Di sisi lain, Iran telah melakukan blokade terhadap sebagian besar pelayaran di Selat Hormuz. Kondisi ini membuat ekspor energi dari kawasan Teluk yang kaya minyak semakin sulit mencapai pasar global.
Gangguan tersebut menambah tekanan terhadap harga minyak dunia, terutama karena kawasan Teluk merupakan salah satu pusat utama pasokan energi global.
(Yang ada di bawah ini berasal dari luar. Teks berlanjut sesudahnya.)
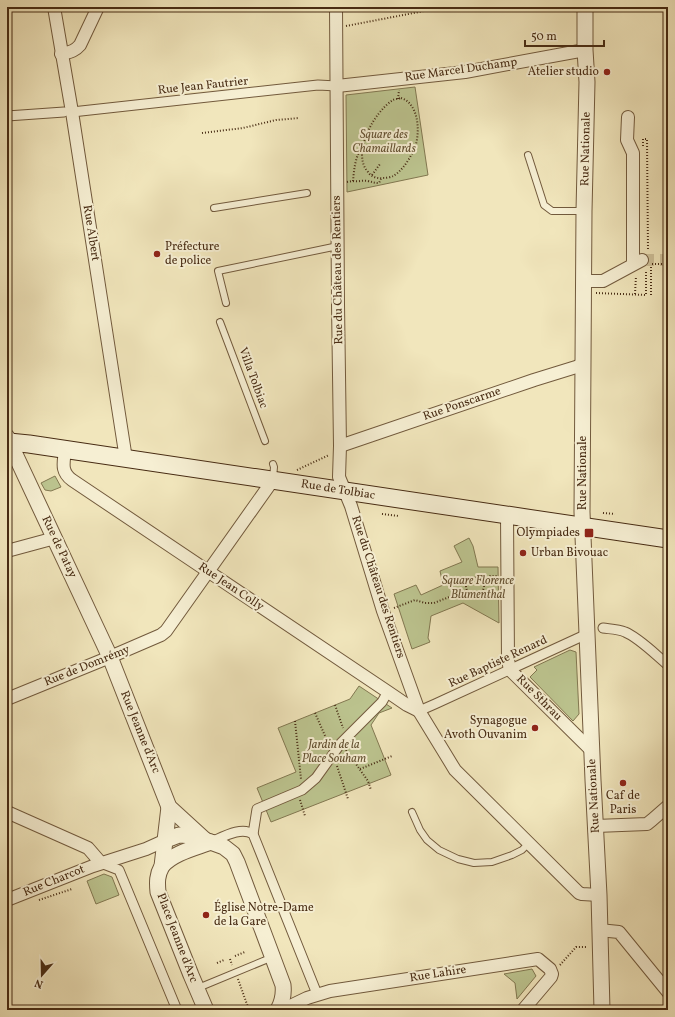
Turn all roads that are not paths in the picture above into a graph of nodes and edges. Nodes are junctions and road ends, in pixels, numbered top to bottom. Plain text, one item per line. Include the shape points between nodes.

Baca Juga: Serangan Drone Guncang Moskow, 4 Orang Tewas di Tengah Pemilu Rusia
Blokade Pelabuhan Iran Tekan Ekonomi
Tekanan terhadap sektor energi juga datang dari tindakan AS terhadap Iran. Blokade AS terhadap pelabuhan-pelabuhan Iran menghambat Teheran dalam menjual minyaknya ke pasar internasional.
Situasi tersebut turut memperburuk tekanan terhadap perekonomian Iran yang terdampak perang dan berbagai pembatasan perdagangan.
Meski konflik telah menimbulkan kerugian besar bagi berbagai pihak, belum terlihat tanda-tanda bahwa kesepakatan gencatan senjata sementara yang dicapai pada Juni akan kembali diberlakukan.
Kesepakatan tersebut runtuh pada Juli setelah Iran dan pihak lawan berselisih mengenai sejumlah ketentuan dalam perjanjian.
Iran pada Minggu kembali menegaskan bahwa mereka tidak akan membuka kembali Selat Hormuz sampai persyaratan dalam kesepakatan Juni, berdasarkan interpretasi Iran, dipenuhi.
Ketua Parlemen Iran Mohammad Baqer Qalibaf mengatakan Iran harus terus menjalankan dua jalur sekaligus, yakni perlawanan militer dan diplomasi.